Not every day though, and some spikes are taller than others.

Investigating the system log and comparing it with the time stamps of the peaks revealed the following cycle:

  1. One of the two daily apt package manager upgrade services gets started
  2. The CPU and disk activity starts ramping up
  3. The system starts heavy swapping and the website load times get longer
  4. About 15-20 minutes after the apt service starts the OOM (out-of-memory) killer kicks in and stops MySQL. Few other services may time out or get killed in this phase as well.
  5. MySQL restarts and the blog works again

I started investigating why the daily apt services seemed to constantly cause the server to run out of memory. The first of the two services downloaded the packages for upgrading, and the second one installed the downloaded upgrades. After trying out a few different things I realized that just installing or removing a package caused the server to randomly run out of memory if either of the apt services was started a few minutes earlier.
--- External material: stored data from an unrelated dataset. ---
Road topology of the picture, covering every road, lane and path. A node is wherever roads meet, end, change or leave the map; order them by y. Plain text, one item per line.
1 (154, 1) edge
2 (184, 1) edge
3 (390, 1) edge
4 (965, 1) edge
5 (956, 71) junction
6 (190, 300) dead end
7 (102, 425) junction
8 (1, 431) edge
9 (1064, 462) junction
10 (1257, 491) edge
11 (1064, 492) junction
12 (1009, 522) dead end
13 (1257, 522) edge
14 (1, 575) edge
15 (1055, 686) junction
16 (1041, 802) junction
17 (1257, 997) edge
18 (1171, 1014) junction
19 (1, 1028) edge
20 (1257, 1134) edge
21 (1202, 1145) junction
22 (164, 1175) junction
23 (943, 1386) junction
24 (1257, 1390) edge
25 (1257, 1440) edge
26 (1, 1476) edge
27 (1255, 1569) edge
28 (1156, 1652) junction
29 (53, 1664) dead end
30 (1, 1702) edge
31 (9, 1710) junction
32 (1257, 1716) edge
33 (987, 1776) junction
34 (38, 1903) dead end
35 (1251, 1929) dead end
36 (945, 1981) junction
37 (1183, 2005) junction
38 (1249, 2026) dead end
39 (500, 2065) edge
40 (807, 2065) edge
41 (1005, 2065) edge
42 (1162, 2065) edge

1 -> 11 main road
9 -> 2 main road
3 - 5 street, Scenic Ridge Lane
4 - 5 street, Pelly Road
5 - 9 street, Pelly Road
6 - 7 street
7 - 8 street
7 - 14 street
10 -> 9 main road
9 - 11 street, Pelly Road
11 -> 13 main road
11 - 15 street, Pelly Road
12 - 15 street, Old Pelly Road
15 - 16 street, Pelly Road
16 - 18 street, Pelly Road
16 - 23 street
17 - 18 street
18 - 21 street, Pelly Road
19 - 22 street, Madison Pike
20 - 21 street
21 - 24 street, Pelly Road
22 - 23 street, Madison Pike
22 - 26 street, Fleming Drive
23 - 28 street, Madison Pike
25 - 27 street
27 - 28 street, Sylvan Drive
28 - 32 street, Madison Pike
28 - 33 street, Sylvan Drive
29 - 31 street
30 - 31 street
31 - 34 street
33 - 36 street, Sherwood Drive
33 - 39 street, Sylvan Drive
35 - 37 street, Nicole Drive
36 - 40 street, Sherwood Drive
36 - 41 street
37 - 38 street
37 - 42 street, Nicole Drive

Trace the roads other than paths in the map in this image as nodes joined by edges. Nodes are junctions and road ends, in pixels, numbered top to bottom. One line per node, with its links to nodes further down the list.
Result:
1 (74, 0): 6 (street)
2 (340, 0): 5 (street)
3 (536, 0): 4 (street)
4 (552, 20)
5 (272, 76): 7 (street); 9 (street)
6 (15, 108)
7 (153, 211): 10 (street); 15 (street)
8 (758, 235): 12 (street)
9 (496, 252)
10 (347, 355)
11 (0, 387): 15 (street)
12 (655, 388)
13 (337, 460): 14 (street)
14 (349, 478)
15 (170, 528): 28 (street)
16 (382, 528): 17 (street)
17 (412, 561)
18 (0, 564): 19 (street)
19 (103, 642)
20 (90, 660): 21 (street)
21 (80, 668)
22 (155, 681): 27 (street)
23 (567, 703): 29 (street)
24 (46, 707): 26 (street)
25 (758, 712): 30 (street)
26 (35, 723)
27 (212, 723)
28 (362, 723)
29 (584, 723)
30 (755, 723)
It’s fun to do tests like this on a live server.

Fix Attempt 1: Installing System Upgrades

Some further investigation into the daily apt services revealed that the unattended upgrades had been failing for a long time. It seemed like the MySQL apt repository was missing keys, causing the apt update to fail. Also, it seemed like some upgrades required input from the user to configure packages. So I took a server backup and started installing the upgrades manually.

This isn’t foreshadowing. At least yet. Let’s see in three months.

Out of 141 packages, 127 wanted an update, which is “quite many” (to put it lightly). Fortunately, I have made no promises about the availability of this site, so I could liberally reboot the server as much as I needed for the upgrades. I was hoping that installing these pending upgrades would clear some cache that would reduce the RAM usage of the apt services. And in the worst-case scenario, it wouldn’t fix the issue but I would get an up-to-date server, so upgrading seemed like a win-win.

In addition to the upgrades I also installed an improved DigitalOcean monitoring service. This actually revealed something that should have been quite obvious from the beginning. The new monitoring service monitored RAM usage (the old one did not), and I could see that the server was using 90% of the RAM when it was idle. In hindsight, checking the RAM usage and monitoring how it gets consumed should have been the very first step when investigating an OOM issue.

Needless to say, 90% RAM usage is not good. I guess this happens because I’m running this blog on a low-end instance that doesn’t have much of RAM (I actually checked the minimum requirements of the OS, and the instance barely fills even that). However, before investigating the insufficient RAM, I wanted to first see if the upgrades would fix the original OOM issue. They did not.

So, the problem started to seem like a case of insufficient RAM. To fix this kind of issue, there are usually two options: scale the server up or scale the services down. In other words, throw money at the problem, or try to optimize the server. Being a cheapskate I chose the latter option. Also, I usually work with embedded things, so “just adding more RAM” feels like cheating. Also, considering the fact that on average I have about 20 daily visitors, beefing up the server seems like the wrong direction.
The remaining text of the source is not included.